Coffeeneuring is a relief when the daily news is depressing, and in Britain and the United States recently, it’s beyond depressing. So Saturday I cycled to Coventry Cathedral. Like most people who live with tourist attractions, once you visit them shortly after moving to the area, you tend not to return, unless you have guests. I walk by the old Cathedral most days I’m in town, and sometimes I look in, but mostly I don’t visit it.
So coffeeneuring seemed a good opportunity to get re-acquainted. I was sure there’d be a coffee shop, but I didn’t know where or anything about it. As it turned out, the coffee shop wasn’t “it” but “them.” The Cathedral has two associated coffee shops. I first had coffee in the gift shop. They had three small tables and offered either instant coffee or Rombout’s one-cup filter, as well as cake. (Britain drinks more instant coffee per capita than any other country, so offering instant coffee in a shop isn’t simply perverse.) I chose the Rombout’s. The people working in the shop were kind and might have been volunteers supporting the church, but I can’t recommend the coffee.

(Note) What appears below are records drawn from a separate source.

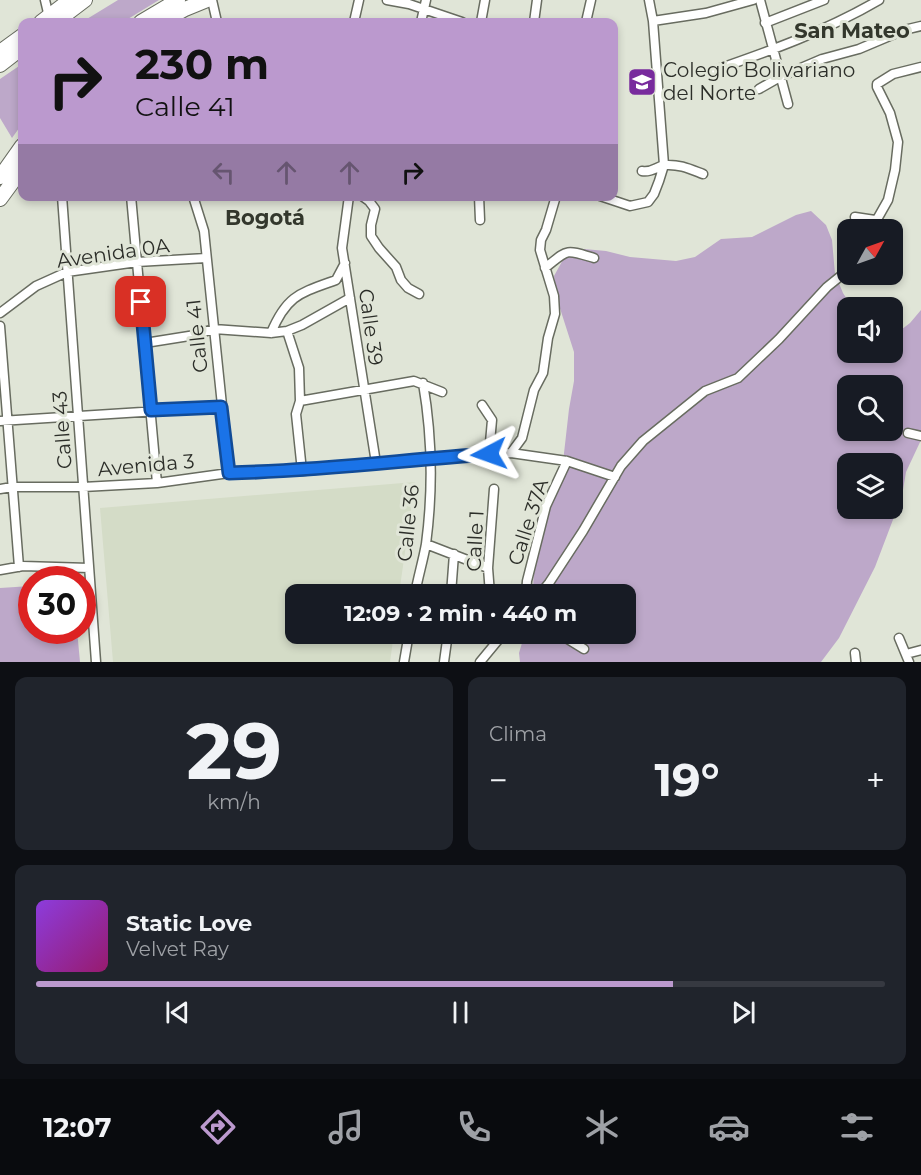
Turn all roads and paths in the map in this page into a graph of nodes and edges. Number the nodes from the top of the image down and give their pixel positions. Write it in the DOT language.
graph roads {
  1 [pos="45,0"];
  2 [pos="70,0"];
  3 [pos="86,0"];
  4 [pos="177,0"];
  5 [pos="207,0"];
  6 [pos="212,0"];
  7 [pos="359,0"];
  8 [pos="387,0"];
  9 [pos="485,0"];
  10 [pos="537,0"];
  11 [pos="591,0"];
  12 [pos="649,0"];
  13 [pos="753,0"];
  14 [pos="760,0"];
  15 [pos="824,0"];
  16 [pos="879,0"];
  17 [pos="425,4"];
  18 [pos="48,18"];
  19 [pos="51,18"];
  20 [pos="53,18"];
  21 [pos="148,18"];
  22 [pos="169,18"];
  23 [pos="216,18"];
  24 [pos="355,18"];
  25 [pos="454,18"];
  26 [pos="482,18"];
  27 [pos="535,18"];
  28 [pos="587,18"];
  29 [pos="653,21"];
  30 [pos="765,23"];
  31 [pos="921,26"];
  32 [pos="18,39"];
  33 [pos="773,50"];
  34 [pos="18,51"];
  35 [pos="0,52"];
  36 [pos="0,64"];
  37 [pos="921,66"];
  38 [pos="712,71"];
  39 [pos="780,77"];
  40 [pos="759,89"];
  41 [pos="788,104"];
  42 [pos="18,152"];
  43 [pos="664,165"];
  44 [pos="642,171"];
  45 [pos="18,174"];
  46 [pos="703,174"];
  47 [pos="0,177"];
  48 [pos="0,199"];
  49 [pos="62,201"];
  50 [pos="131,201"];
  51 [pos="195,201"];
  52 [pos="348,201"];
  53 [pos="369,201"];
  54 [pos="478,201"];
  55 [pos="555,201"];
  56 [pos="614,201"];
  57 [pos="855,217"];
  58 [pos="868,219"];
  59 [pos="876,219"];
  60 [pos="480,220"];
  61 [pos="206,258"];
  62 [pos="594,258"];
  63 [pos="137,262"];
  64 [pos="345,262"];
  65 [pos="545,268"];
  66 [pos="67,272"];
  67 [pos="837,279"];
  68 [pos="419,294"];
  69 [pos="350,298"];
  70 [pos="0,313"];
  71 [pos="0,326"];
  72 [pos="214,328"];
  73 [pos="287,331"];
  74 [pos="271,333"];
  75 [pos="145,343"];
  76 [pos="423,383"];
  77 [pos="363,388"];
  78 [pos="442,392"];
  79 [pos="300,401"];
  80 [pos="482,405"];
  81 [pos="221,407"];
  82 [pos="151,410"];
  83 [pos="78,414"];
  84 [pos="4,420"];
  85 [pos="908,433"];
  86 [pos="921,436"];
  87 [pos="511,453"];
  88 [pos="489,454"];
  89 [pos="430,458"];
  90 [pos="567,461"];
  91 [pos="376,463"];
  92 [pos="302,471"];
  93 [pos="229,473"];
  94 [pos="615,477"];
  95 [pos="158,483"];
  96 [pos="12,487"];
  97 [pos="83,487"];
  98 [pos="0,489"];
  99 [pos="494,489"];
  100 [pos="426,544"];
  101 [pos="454,554"];
  102 [pos="19,566"];
  103 [pos="89,566"];
  104 [pos="18,567"];
  105 [pos="488,568"];
  106 [pos="0,570"];
  107 [pos="417,584"];
  108 [pos="452,584"];
  109 [pos="489,584"];
  110 [pos="527,584"];
  111 [pos="548,584"];
  112 [pos="899,638"];
  113 [pos="95,644"];
  114 [pos="407,644"];
  115 [pos="446,644"];
  116 [pos="494,644"];
  117 [pos="576,644"];
  118 [pos="584,649"];
  119 [pos="921,650"];
  120 [pos="907,658"];
  121 [pos="96,662"];
  122 [pos="404,662"];
  123 [pos="444,662"];
  124 [pos="480,662"];
  1 -- 18 [label="street"];
  2 -- 19 [label="main road"];
  3 -- 20 [label="main road"];
  4 -- 21 [label="main road"];
  5 -- 22 [label="main road"];
  6 -- 23 [label="street"];
  7 -- 24 [label="street"];
  8 -- 17 [label="street"];
  9 -- 26 [label="street"];
  10 -- 27 [label="street"];
  11 -- 28 [label="street"];
  12 -- 29 [label="street"];
  13 -- 29 [label="street"];
  14 -- 30 [label="street"];
  15 -- 30 [label="street"];
  16 -- 33 [label="street"];
  17 -- 25 [label="street"];
  29 -- 43 [label="street"];
  30 -- 33 [label="street"];
  31 -- 39 [label="street"];
  32 -- 35 [label="main road"];
  33 -- 38 [label="street"];
  33 -- 39 [label="street"];
  34 -- 36 [label="main road"];
  37 -- 59 [label="street"];
  39 -- 40 [label="street"];
  39 -- 41 [label="street"];
  42 -- 47 [label="main road"];
  43 -- 44 [label="street"];
  43 -- 46 [label="street"];
  43 -- 56 [label="street"];
  45 -- 48 [label="main road"];
  49 -- 66 [label="street, Calle 43"];
  50 -- 63 [label="street"];
  51 -- 61 [label="street, Calle 41"];
  52 -- 64 [label="street, Calle 39"];
  53 -- 68 [label="street"];
  54 -- 60 [label="street"];
  55 -- 65 [label="street"];
  57 -- 58 [label="street"];
  61 -- 63 [label="street, Avenida 0A"];
  61 -- 72 [label="street, Calle 41"];
  62 -- 65 [label="street"];
  63 -- 66 [label="street, Avenida 0A"];
  63 -- 75 [label="street"];
  64 -- 69 [label="street, Calle 39"];
  64 -- 74 [label="street"];
  65 -- 87 [label="street"];
  66 -- 70 [label="street, Avenida 0A"];
  66 -- 83 [label="street, Calle 43"];
  67 -- 94 [label="street"];
  69 -- 73 [label="street"];
  69 -- 77 [label="street, Calle 39"];
  71 -- 84 [label="street"];
  72 -- 74 [label="street"];
  72 -- 75 [label="street"];
  72 -- 81 [label="street, Calle 41"];
  73 -- 74 [label="street"];
  73 -- 79 [label="street"];
  75 -- 82 [label="street"];
  76 -- 77 [label="street"];
  76 -- 78 [label="street"];
  76 -- 89 [label="street, Calle 36"];
  77 -- 79 [label="street"];
  77 -- 91 [label="street, Calle 39"];
  79 -- 92 [label="street"];
  80 -- 88 [label="street"];
  81 -- 82 [label="street"];
  81 -- 93 [label="street, Calle 41"];
  82 -- 83 [label="street"];
  82 -- 95 [label="street"];
  83 -- 84 [label="street"];
  83 -- 97 [label="street, Calle 43"];
  84 -- 96 [label="street"];
  85 -- 86 [label="street"];
  87 -- 88 [label="street, Avenida 3"];
  87 -- 90 [label="street, Avenida 3"];
  88 -- 89 [label="street, Avenida 3"];
  89 -- 91 [label="street, Avenida 3"];
  89 -- 100 [label="street, Calle 36"];
  90 -- 94 [label="street, Avenida 3"];
  90 -- 110 [label="street, Calle 37A"];
  91 -- 92 [label="street, Avenida 3"];
  92 -- 93 [label="street, Avenida 3"];
  93 -- 95 [label="street, Avenida 3"];
  94 -- 111 [label="street"];
  95 -- 97 [label="street, Avenida 3"];
  96 -- 97 [label="street, Avenida 3"];
  96 -- 98 [label="street, Avenida 3"];
  96 -- 102 [label="street"];
  97 -- 103 [label="street, Calle 43"];
  99 -- 105 [label="street, Calle 1"];
  100 -- 101 [label="street"];
  100 -- 107 [label="street, Calle 36"];
  101 -- 105 [label="street"];
  101 -- 108 [label="street"];
  104 -- 106 [label="street"];
  105 -- 109 [label="street, Calle 1"];
  112 -- 120 [label="street"];
  113 -- 121 [label="street, Calle 43"];
  114 -- 122 [label="street"];
  115 -- 123 [label="street"];
  116 -- 124 [label="street"];
  117 -- 118 [label="street"];
  119 -- 120 [label="street"];
}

I left the gift shop to find a shot of the cathedral for this post, and noticed a sign for the Rising Café, which I’d never noticed. I walked around the outside of the new Cathedral to the north end behind the alter, and there, tucked under the Cathedral, was a warm and rather busy shop starting its lunch service. I had a double espresso and an almond pastry, both good. As I found out later, the Café is in the crypt of the Benedictine monastery, founded by Leofric, Earl of Mercia, and Lady Godiva (yes, that one), that preceded the church of St. Michael.
I continued my walk around the Cathedral looking for a picture to illustrate this post. It happened to be about noon, and a priest and a lad with a stick came to the alter of the old Cathedral to lead a brief service of remembrance and reconciliation for me and the other tourists who happened to find ourselves in the bombed out shell of St. Michael’s. Brief though it was, it commemorated the bombing on 14 November 1940 and renewal of the Cathedral since then.
While I visited the coffee shops, I left my bike in front of the Council House, where there are about a half dozen bicycle loops. Coventry is the city where the elements of our modern diamond-frame bicycle first came together in James Starley’s Rover (about 1885), but we’re poorly served for parking our bikes. The Council refreshed Godiva Square for the London Olympics in 2012 (Coventry was a training venue), and in the process removed a brace of bicycle loops, so we now have fewer places to park than before the Olympics.
Saturday, 8 October, from home to coffee and then home again, 13.81 miles (the long way); cycling, good; the espresso and pastry, excellent; Rising Café, recommended.